In Kruti Dev, conjuncts are built using the halant key (D). Type the first consonant, press D for halant, then type the second consonant. The font automatically renders them as a conjunct ligature.
This lesson covers the five conjuncts you will see most often: क्ष, ज्ञ, श्र, त्र, द्व. Drill them until each is one fluid keystroke pattern, not three separate keys you think about.
Drills — type along, do not skip
Why this lesson matters
A candidate at 35 Gross WPM with slow conjuncts ends up at 28 Net WPM on the SSC Hindi test. The conjuncts are where they hesitate.

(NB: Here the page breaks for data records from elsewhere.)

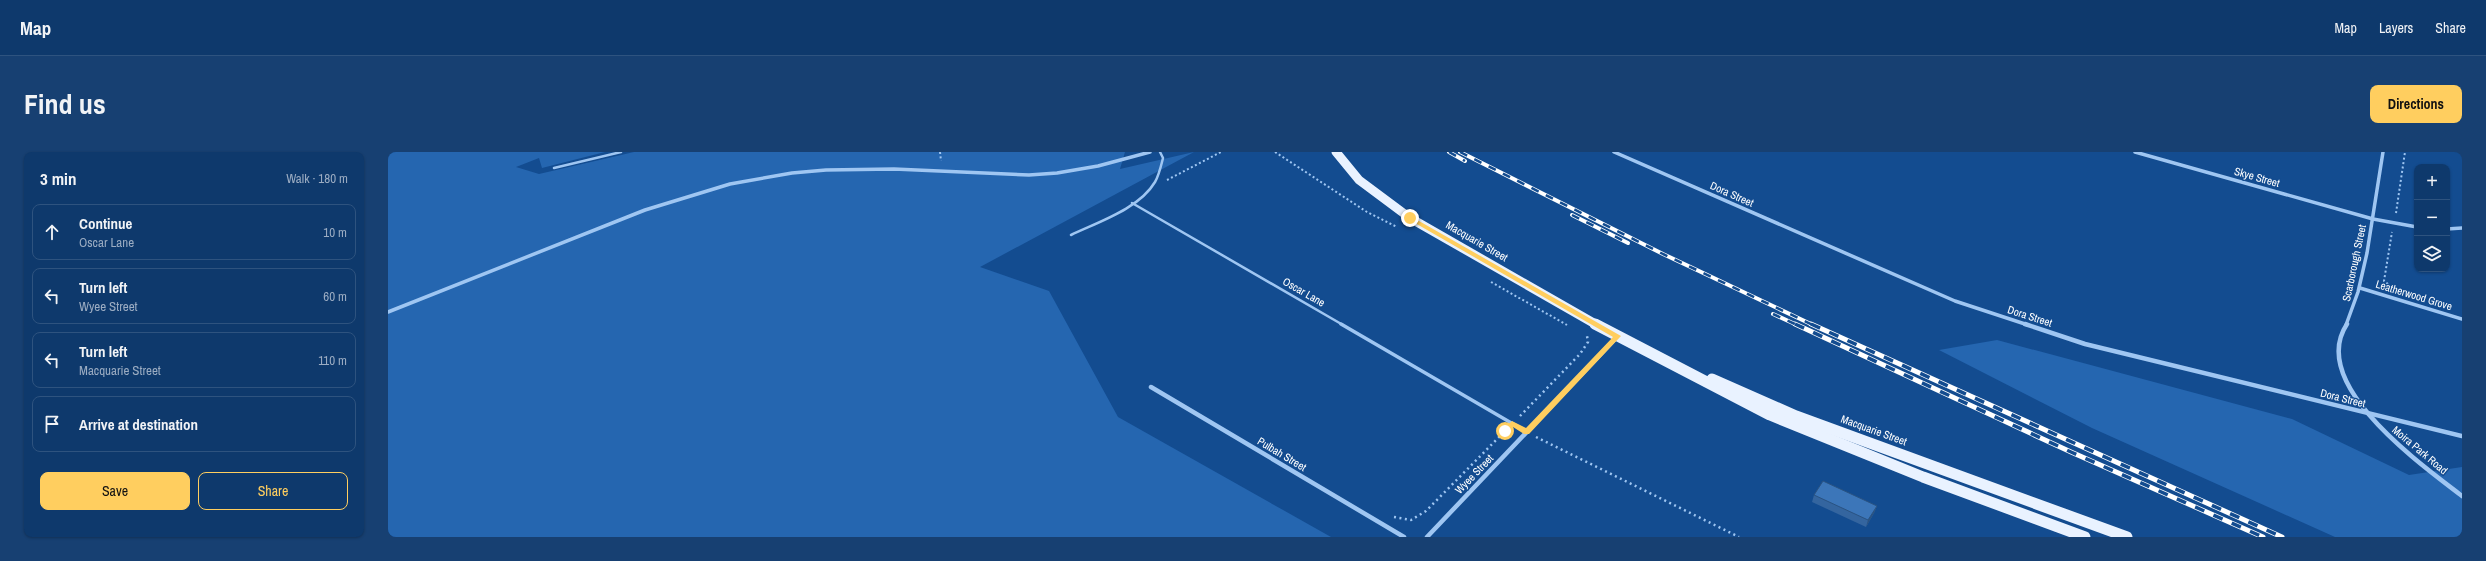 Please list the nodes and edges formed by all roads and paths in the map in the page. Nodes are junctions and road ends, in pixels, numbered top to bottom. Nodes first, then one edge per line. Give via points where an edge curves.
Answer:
1 (621, 152) edge
2 (1150, 152) edge
3 (1160, 152) edge
4 (1222, 152) edge
5 (1275, 152) edge
6 (1336, 152) edge
7 (1614, 152) edge
8 (2136, 152) edge
9 (2383, 152) edge
10 (2405, 152) edge
11 (554, 168) dead end
12 (1150, 189) junction
13 (1132, 203) junction
14 (2401, 215) dead end
15 (2373, 219) junction
16 (2414, 226) edge
17 (1399, 228) dead end
18 (2462, 228) edge
19 (2393, 229) dead end
20 (2450, 230) edge
21 (1071, 235) dead end
22 (1487, 279) dead end
23 (2360, 288) junction
24 (2392, 289) dead end
25 (388, 312) edge
26 (2462, 319) edge
27 (1574, 329) dead end
28 (1580, 332) dead end
29 (1617, 336) junction
30 (1151, 387) dead end
31 (2369, 414) junction
32 (1512, 424) junction
33 (1527, 432) junction
34 (2462, 436) edge
35 (2462, 496) edge
36 (1391, 517) dead end
37 (1404, 537) edge
38 (1427, 537) edge
39 (1739, 537) edge
40 (2085, 537) edge
41 (2126, 537) edge

1 - 11 lane
2 - 25 street via 1098,166 1050,174 856,169 759,178 657,205 471,282
3 - 12 lane via 1163,158 1158,176
4 - 12 path
5 - 17 path via 1367,212
6 - 29 main road, Macquarie Street via 1359,180 1391,206
7 - 31 street, Dora Street via 1955,301 2085,344
8 - 15 street, Skye Street
9 - 15 street, Scarborough Street
10 - 14 path via 2396,213
12 - 13 lane
13 - 21 lane
13 - 32 lane, Oscar Lane
15 - 16 street, Skye Street
15 - 23 street, Scarborough Street
18 - 20 street
19 - 24 path via 2384,281
22 - 27 path
23 - 26 street, Leatherwood Grove
23 - 31 street, Scarborough Street via 2350,319 2337,336 2338,354 2347,382
28 - 32 path via 1587,335 1588,342 1580,354
29 - 33 street, Wyee Street
29 - 40 main road, Macquarie Street via 1770,416 1923,477
29 - 41 main road, Macquarie Street via 1796,416
30 - 37 street, Pulbah Street
31 - 34 street, Dora Street
31 - 35 street, Moira Park Road via 2392,440
32 - 33 lane, Oscar Lane
32 - 36 path via 1426,510 1411,520
33 - 38 street, Wyee Street
33 - 39 path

A candidate at the same 35 Gross WPM with fluent conjuncts ends up at 33 Net WPM. Same raw speed, very different exam result.
This is also the lesson where the curriculum gets its biggest individual time investment — 7 days at 30 minutes. Conjuncts cannot be rushed. Skipping ahead from here is the most common reason aspirants fail to clear Hindi typing cutoffs despite reaching adequate WPM on simple words.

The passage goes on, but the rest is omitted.